Task details: Scan the material for the word "dead", then return every line where it appears.

The records:
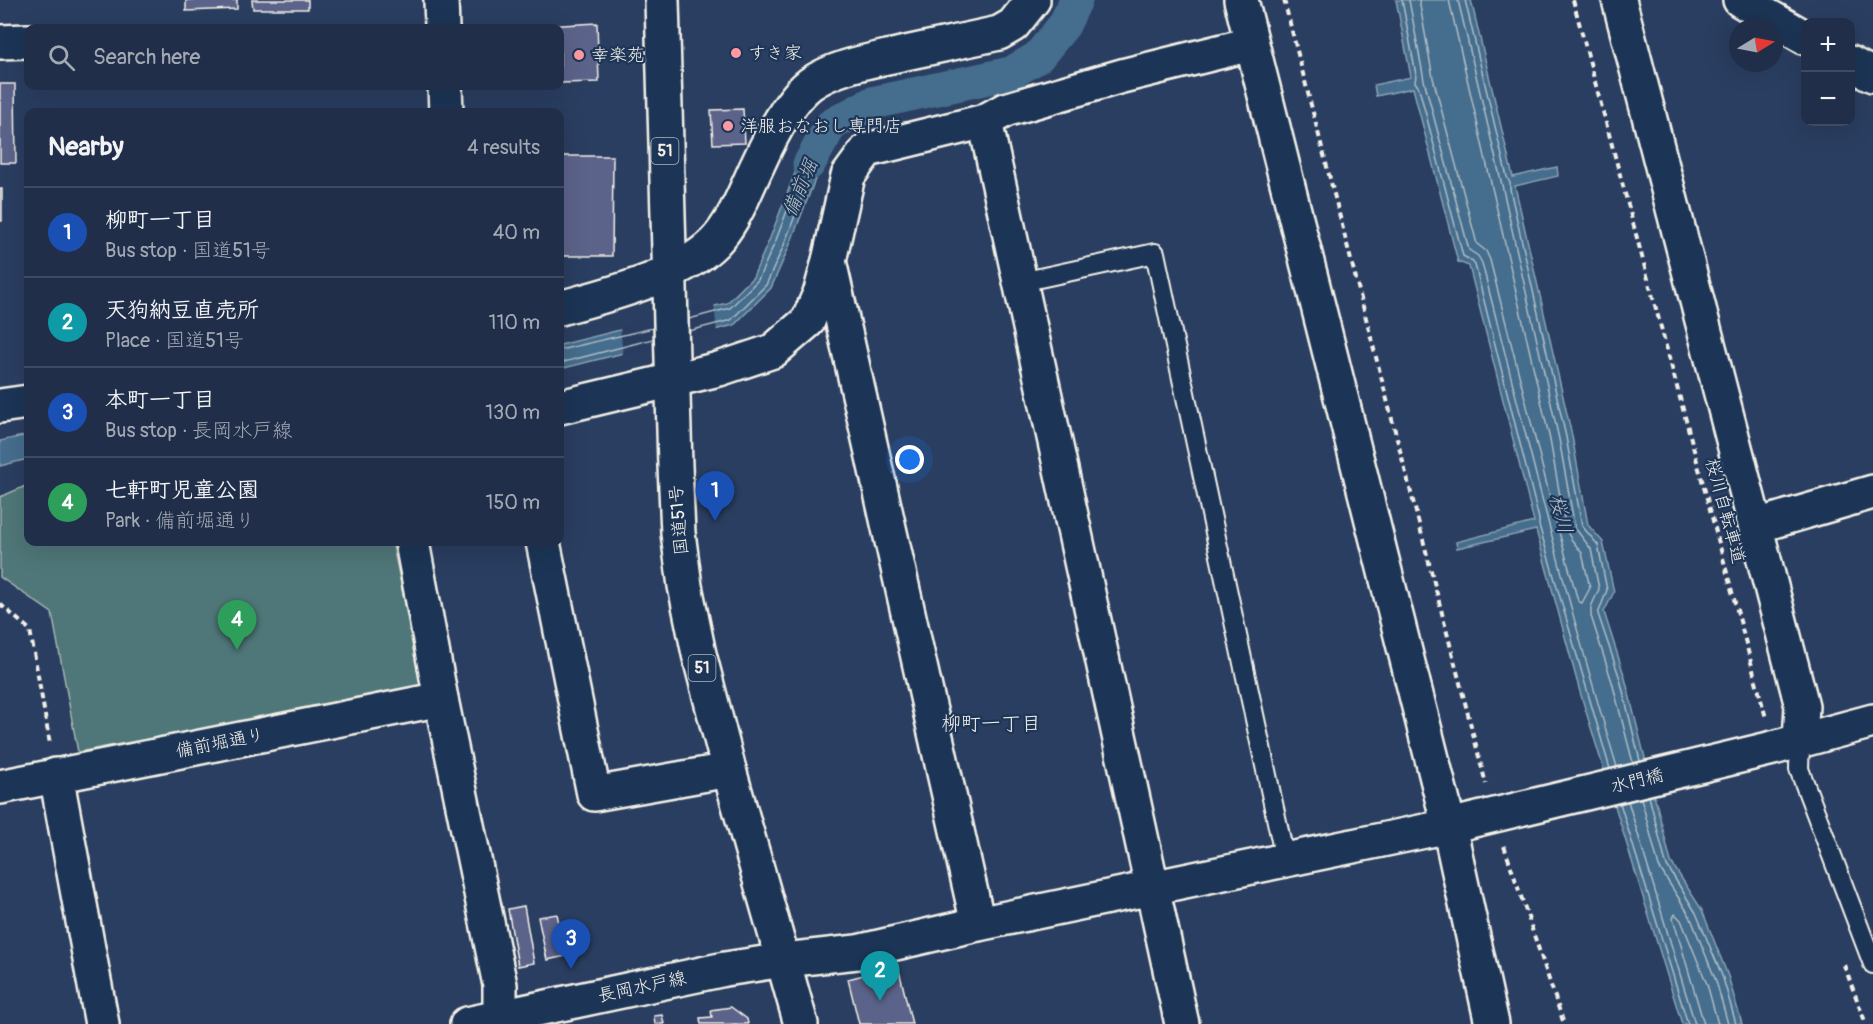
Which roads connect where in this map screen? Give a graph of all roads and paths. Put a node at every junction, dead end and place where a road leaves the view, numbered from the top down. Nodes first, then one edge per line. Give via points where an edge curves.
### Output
1 (441, 0) edge
2 (662, 0) edge
3 (1033, 0) edge
4 (1241, 0) edge
5 (1284, 0) edge
6 (1573, 0) edge
7 (1619, 0) edge
8 (1747, 2) edge
9 (442, 24) edge
10 (1801, 35) edge
11 (24, 41) edge
12 (0, 42) edge
13 (1251, 44) junction
14 (1855, 65) edge
15 (1873, 75) edge
16 (445, 90) edge
17 (446, 108) edge
18 (986, 122) junction
19 (829, 261) junction
20 (1021, 282) junction
21 (669, 287) junction
22 (564, 307) edge
23 (673, 374) junction
24 (24, 403) edge
25 (0, 406) edge
26 (564, 406) edge
27 (1873, 492) edge
28 (1756, 526) junction
29 (413, 546) edge
30 (544, 546) edge
31 (0, 604) edge
32 (441, 699) junction
33 (1873, 721) edge
34 (1779, 746) junction
35 (729, 770) junction
36 (56, 775) junction
37 (0, 787) edge
38 (1503, 814) junction
39 (1449, 826) junction
40 (1285, 859) junction
41 (1152, 888) junction
42 (978, 924) junction
43 (1840, 954) dead end
44 (784, 960) junction
45 (1873, 964) edge
46 (501, 1020) edge
47 (102, 1024) edge
48 (466, 1024) edge
49 (801, 1024) edge
50 (1182, 1024) edge
51 (1492, 1024) edge
52 (1564, 1024) edge
53 (1866, 1024) edge

1 - 9 main road
2 - 21 main road, 国道51号 / 51
3 - 21 main road via 1013,25 999,33 859,64 809,85 766,148 733,218
4 - 13 main road
5 - 38 path
6 - 34 path, 桜川自転車道 via 1752,662
7 - 28 main road
8 - 10 main road
11 - 12 main road
13 - 18 main road via 1005,110
13 - 39 main road
14 - 15 main road
16 - 17 main road
18 - 19 main road via 867,150 848,176
18 - 20 main road
19 - 23 main road via 808,321 773,351 719,369
19 - 42 main road
20 - 40 lane via 1155,253
20 - 41 main road
21 - 22 main road via 615,293
21 - 23 main road, 国道51号 / 51
23 - 26 main road
23 - 35 main road, 国道51号 / 51 via 678,522 685,586
24 - 25 main road
27 - 28 main road
28 - 34 main road via 1802,706
29 - 32 main road
30 - 35 main road via 594,794
31 - 36 path via 30,630
32 - 36 main road, 備前堀通り
32 - 46 main road via 500,985
33 - 34 main road, 水門橋
34 - 38 main road, 水門橋
34 - 45 lane via 1799,769
35 - 44 main road, 国道51号 / 51
36 - 37 main road, 備前堀通り
36 - 47 main road
38 - 39 main road, 水門橋
38 - 52 path
39 - 40 main road, 水門橋
39 - 51 main road
40 - 41 main road, 水門橋
41 - 42 main road, 長岡水戸線
41 - 50 main road
42 - 44 main road, 長岡水戸線 via 857,952
43 - 53 path
44 - 46 main road, 長岡水戸線 via 725,969
44 - 49 main road, 国道51号 / 51
46 - 48 main road, 長岡水戸線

Answer below:
Which roads connect where in this map screen? Give a graph of all roads and paths. Put a node at every junction, dead end and place where a road leaves the view, numbered from the top down. Nodes first, then one edge per line. Give via points where an edge curves.
43 (1840, 954) dead end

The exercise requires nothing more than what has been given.